Re: patch for new feature: Buffer Cache Hibernation

From: Mitsuru IWASAKI <iwasaki(at)jp(dot)FreeBSD(dot)org>
To: pgsql-hackers(at)postgresql(dot)org
Cc: jeff(dot)janes(at)gmail(dot)com
Subject: Re: patch for new feature: Buffer Cache Hibernation
Date: 2011-05-05 09:06:45
Message-ID: 20110505.180645.48450792.iwasaki@jp.FreeBSD.org
Views: Raw Message | Whole Thread | Download mbox | Resend email
Thread:
Lists: pgsql-hackers

Hi,

> I think that PgFincore (http://pgfoundry.org/projects/pgfincore/)
> provides similar functionality. Are you familiar with that? If so,
> could you contrast your approach with that one?

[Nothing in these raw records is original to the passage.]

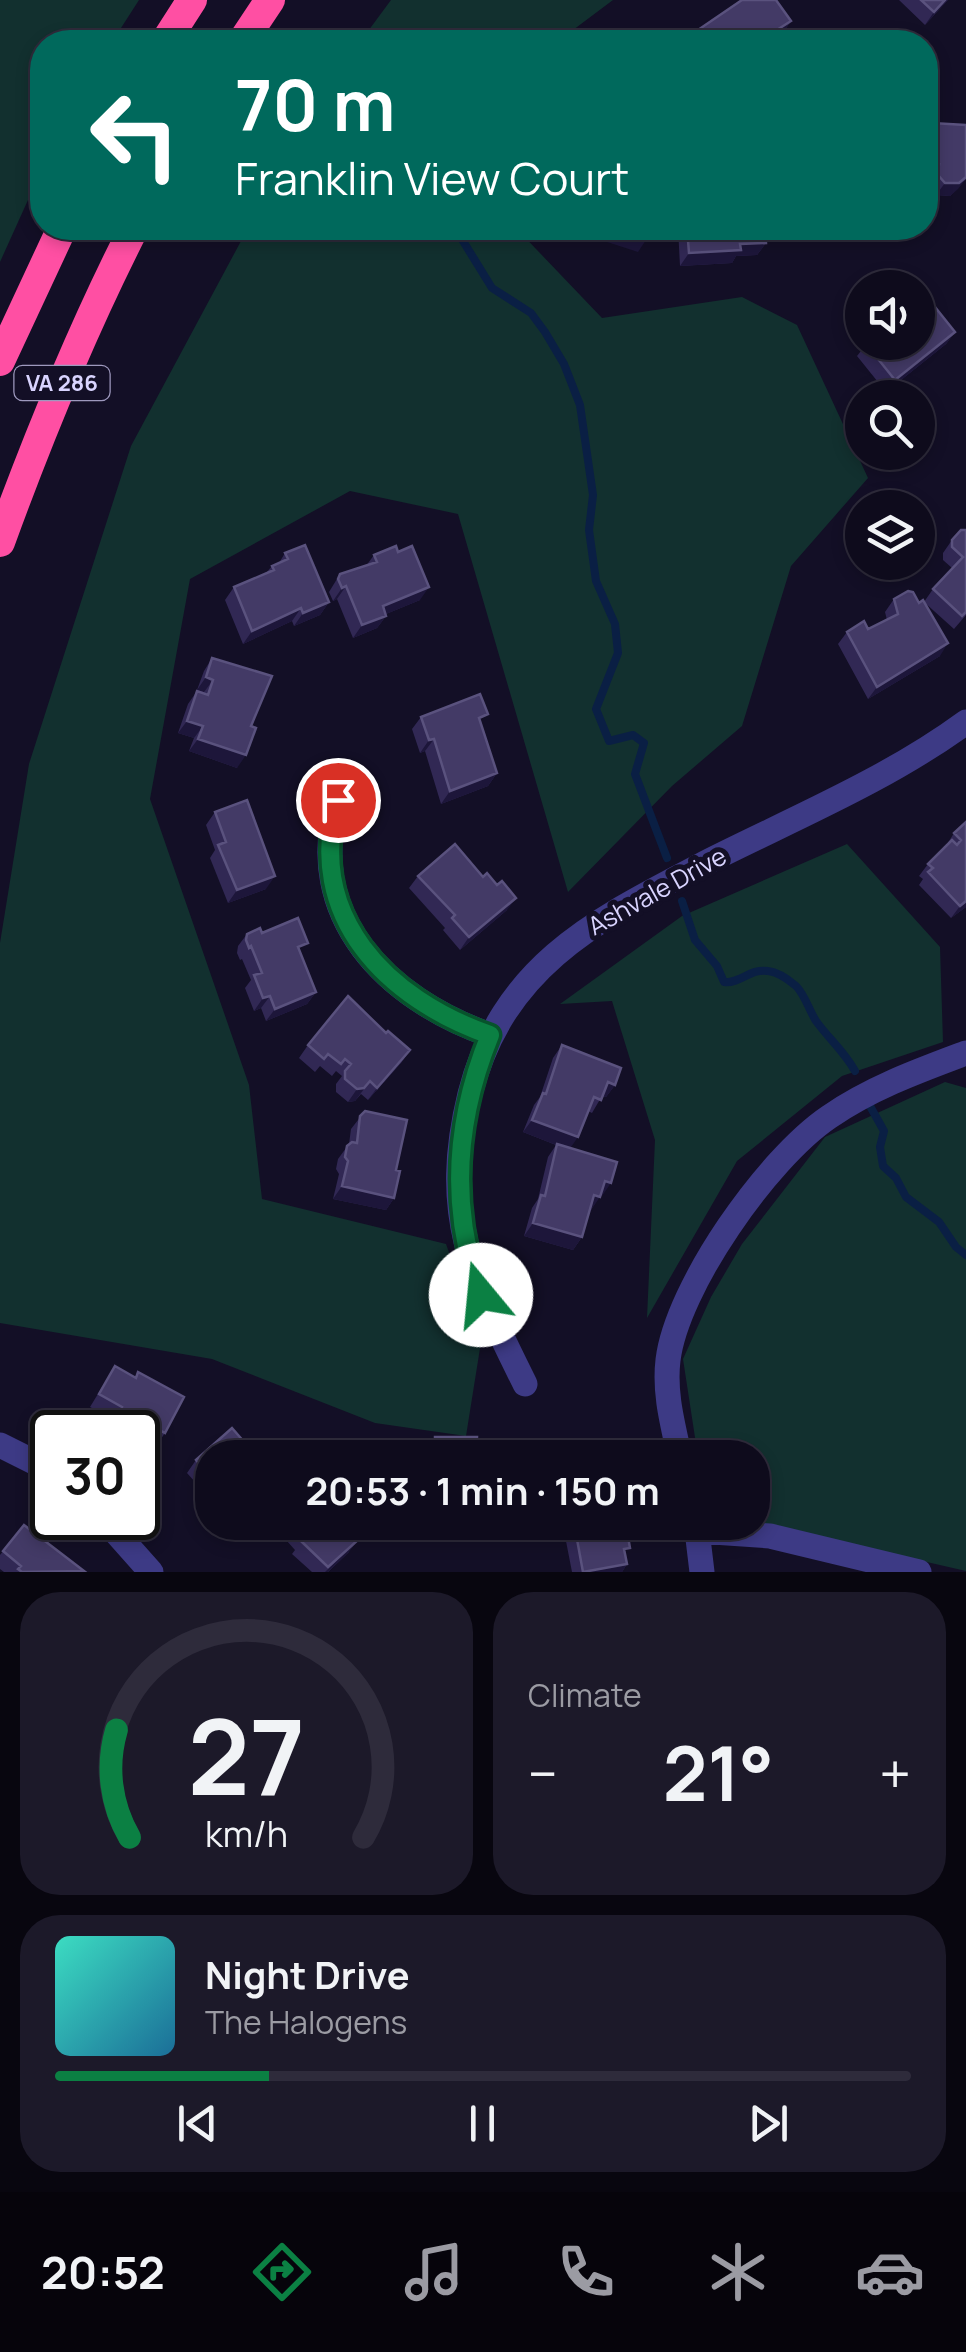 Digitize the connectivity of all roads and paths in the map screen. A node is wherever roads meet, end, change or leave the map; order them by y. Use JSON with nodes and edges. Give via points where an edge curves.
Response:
{"nodes":[{"id":1,"x":192,"y":0,"type":"edge"},
{"id":2,"x":270,"y":0,"type":"edge"},
{"id":3,"x":173,"y":30,"type":"edge"},
{"id":4,"x":250,"y":30,"type":"edge"},
{"id":5,"x":56,"y":240,"type":"edge"},
{"id":6,"x":128,"y":240,"type":"edge"},
{"id":7,"x":0,"y":361,"type":"edge"},
{"id":8,"x":0,"y":542,"type":"edge"},
{"id":9,"x":966,"y":722,"type":"edge"},
{"id":10,"x":338,"y":800,"type":"dead end"},
{"id":11,"x":490,"y":1035,"type":"junction"},
{"id":12,"x":966,"y":1053,"type":"edge"},
{"id":13,"x":526,"y":1384,"type":"dead end"},
{"id":14,"x":676,"y":1440,"type":"edge"},
{"id":15,"x":0,"y":1444,"type":"edge"},
{"id":16,"x":30,"y":1460,"type":"edge"},
{"id":17,"x":770,"y":1536,"type":"edge"},
{"id":18,"x":123,"y":1540,"type":"edge"},
{"id":19,"x":698,"y":1540,"type":"edge"},
{"id":20,"x":151,"y":1572,"type":"edge"},
{"id":21,"x":702,"y":1572,"type":"edge"},
{"id":22,"x":919,"y":1572,"type":"edge"}],
"edges":[{"from":1,"to":3,"type":"highway"},
{"from":2,"to":4,"type":"highway"},
{"from":5,"to":7,"type":"highway","number":"VA 286"},
{"from":6,"to":8,"type":"highway","number":"VA 286","via":[[46,419]]},
{"from":9,"to":11,"type":"street","name":"Ashvale Drive","via":[[892,769],[583,930],[508,1006]]},
{"from":10,"to":11,"type":"street","via":[[330,829],[331,885],[363,947],[417,999]]},
{"from":11,"to":13,"type":"street","name":"Ashvale Drive","via":[[466,1113],[458,1194],[472,1271]]},
{"from":12,"to":14,"type":"street","via":[[900,1078],[826,1118],[751,1197],[672,1335],[666,1388]]},
{"from":15,"to":16,"type":"street"},
{"from":17,"to":22,"type":"street"},
{"from":18,"to":20,"type":"street"},
{"from":19,"to":21,"type":"street"}]} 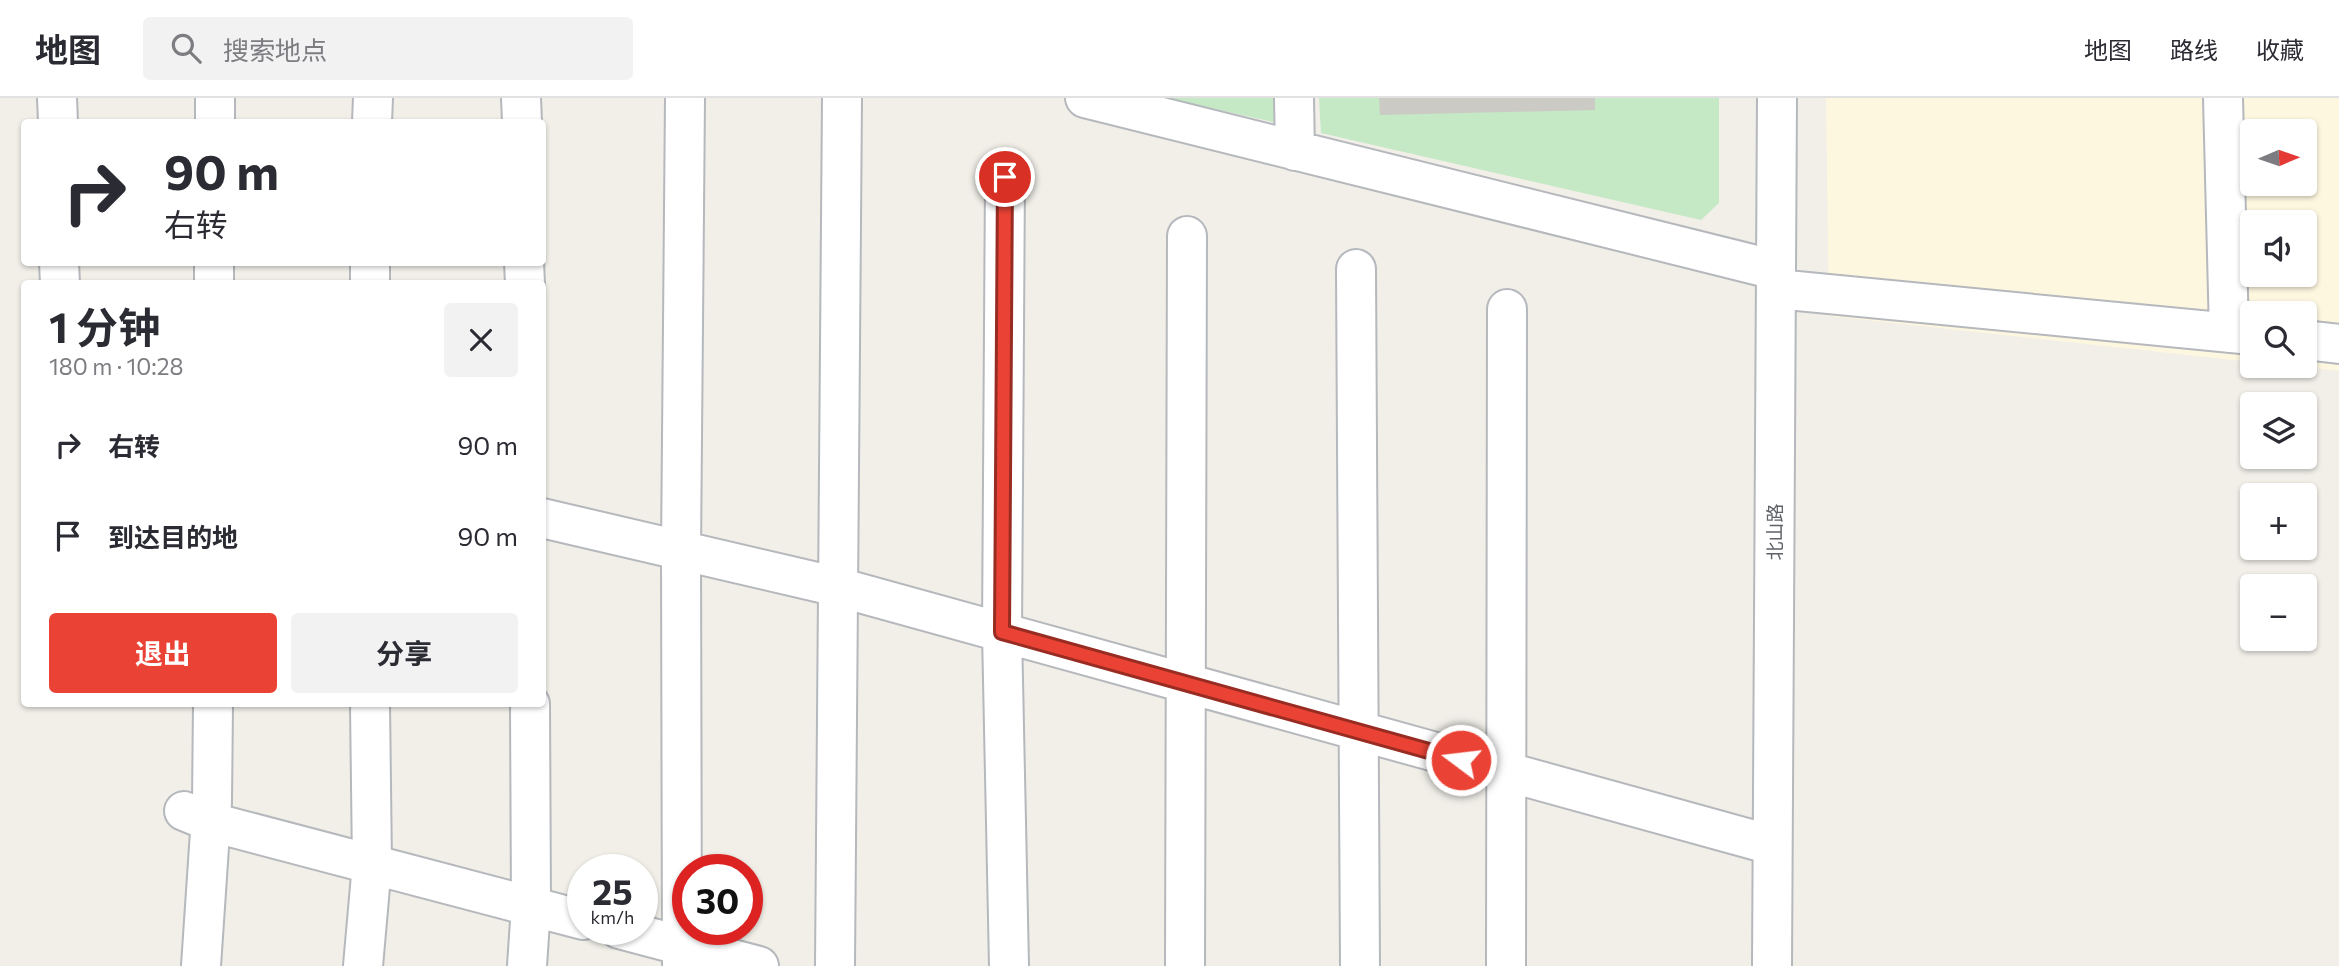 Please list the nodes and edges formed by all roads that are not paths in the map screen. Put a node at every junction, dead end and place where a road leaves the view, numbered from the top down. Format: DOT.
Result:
graph roads {
  1 [pos="57,98"];
  2 [pos="215,98"];
  3 [pos="373,98"];
  4 [pos="521,98"];
  5 [pos="685,98"];
  6 [pos="842,98"];
  7 [pos="1085,98"];
  8 [pos="1294,98"];
  9 [pos="1777,98"];
  10 [pos="2223,98"];
  11 [pos="58,119"];
  12 [pos="215,119"];
  13 [pos="372,119"];
  14 [pos="522,119"];
  15 [pos="1295,151"];
  16 [pos="1005,177"];
  17 [pos="1187,236"];
  18 [pos="1356,269"];
  19 [pos="1776,280"];
  20 [pos="1507,309"];
  21 [pos="2240,321"];
  22 [pos="2240,334"];
  23 [pos="2317,341"];
  24 [pos="2339,344"];
  25 [pos="546,519"];
  26 [pos="681,551"];
  27 [pos="838,587"];
  28 [pos="1002,632"];
  29 [pos="1187,684"];
  30 [pos="212,707"];
  31 [pos="370,707"];
  32 [pos="530,707"];
  33 [pos="1360,733"];
  34 [pos="1506,773"];
  35 [pos="198,817"];
  36 [pos="1772,845"];
  37 [pos="372,864"];
  38 [pos="531,906"];
  39 [pos="567,916"];
  40 [pos="657,945"];
  41 [pos="683,956"];
  42 [pos="201,966"];
  43 [pos="363,966"];
  44 [pos="527,966"];
  45 [pos="759,966"];
  46 [pos="835,966"];
  47 [pos="1009,966"];
  48 [pos="1185,966"];
  49 [pos="1360,966"];
  50 [pos="1506,966"];
  51 [pos="1772,966"];
  1 -- 11 [label="street"];
  2 -- 12 [label="street"];
  3 -- 13 [label="street"];
  4 -- 14 [label="street"];
  5 -- 26 [label="street"];
  6 -- 27 [label="street"];
  7 -- 15 [label="street"];
  8 -- 15 [label="street"];
  9 -- 19 [label="street, 北山路"];
  10 -- 21 [label="street"];
  15 -- 19 [label="street"];
  16 -- 28 [label="street"];
  17 -- 29 [label="street"];
  18 -- 33 [label="street"];
  19 -- 22 [label="street"];
  19 -- 36 [label="street, 北山路"];
  20 -- 34 [label="street"];
  23 -- 24 [label="street"];
  25 -- 26 [label="street"];
  26 -- 27 [label="street"];
  26 -- 41 [label="street"];
  27 -- 28 [label="street"];
  27 -- 46 [label="street"];
  28 -- 29 [label="street"];
  28 -- 47 [label="street"];
  29 -- 33 [label="street"];
  29 -- 48 [label="street"];
  30 -- 35 [label="street"];
  31 -- 37 [label="street"];
  32 -- 38 [label="street"];
  33 -- 34 [label="street"];
  33 -- 49 [label="street"];
  34 -- 36 [label="street"];
  34 -- 50 [label="street"];
  35 -- 37 [label="street"];
  35 -- 42 [label="street"];
  36 -- 51 [label="street, 北山路"];
  37 -- 38 [label="street"];
  37 -- 43 [label="street"];
  38 -- 39 [label="street"];
  38 -- 44 [label="street"];
  40 -- 41 [label="street"];
  41 -- 45 [label="street"];
}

I'm not familiar with PgFincore at all sorry, but I got source code
and documents and read through them just now.
# and I'm a novice on postgres actually...
The target both is to reduce physical I/O, but their approaches and
gains are different.
My understanding is like this;

+---------------------+ +---------------------+
| Postgres(backend) | | Postgres |
| +-----------------+ | | |
| | DB Buffer Cache | | | |
| | (shared buffers)| | | |
| |*my target | | | |
| +-----------------+ | | |
| ^ ^ | | |
| | | | | |
| v v | | |
| +-----------------+ | | +-----------------+ |
| | buffer manager | | | | pgfincore | |
| +-----------------+ | | +-----------------+ |
+---^------^----------+ +----------^----------+
| |smgrread() |posix_fadvise()
|read()| | userland
==================================================================
| | | kernel
| +-------------+-------------+
| |
| v
| +------------------------+
| | File System |
| | +-----------------+ |
+------>| | FS Buffer Cache | |
| |*PgFincore target| |
| +-----------------+ |
| ^ ^ |
+----|-------|-----------+
| |
==================================================================
| | hardware
+---------|-------|----------------+
| | v Physical Disk |
| | +------------------+ |
| | | base/16384/24598 | |
| v +------------------+ |
| +------------------------------+ |
| |Buffer Cache Hibernation Files| |
| +------------------------------+ |
+----------------------------------+

In summary, PgFincore's target is File System Buffer Cache, Buffer
Cache Hibernation's target is DB Buffer Cache(shared buffers).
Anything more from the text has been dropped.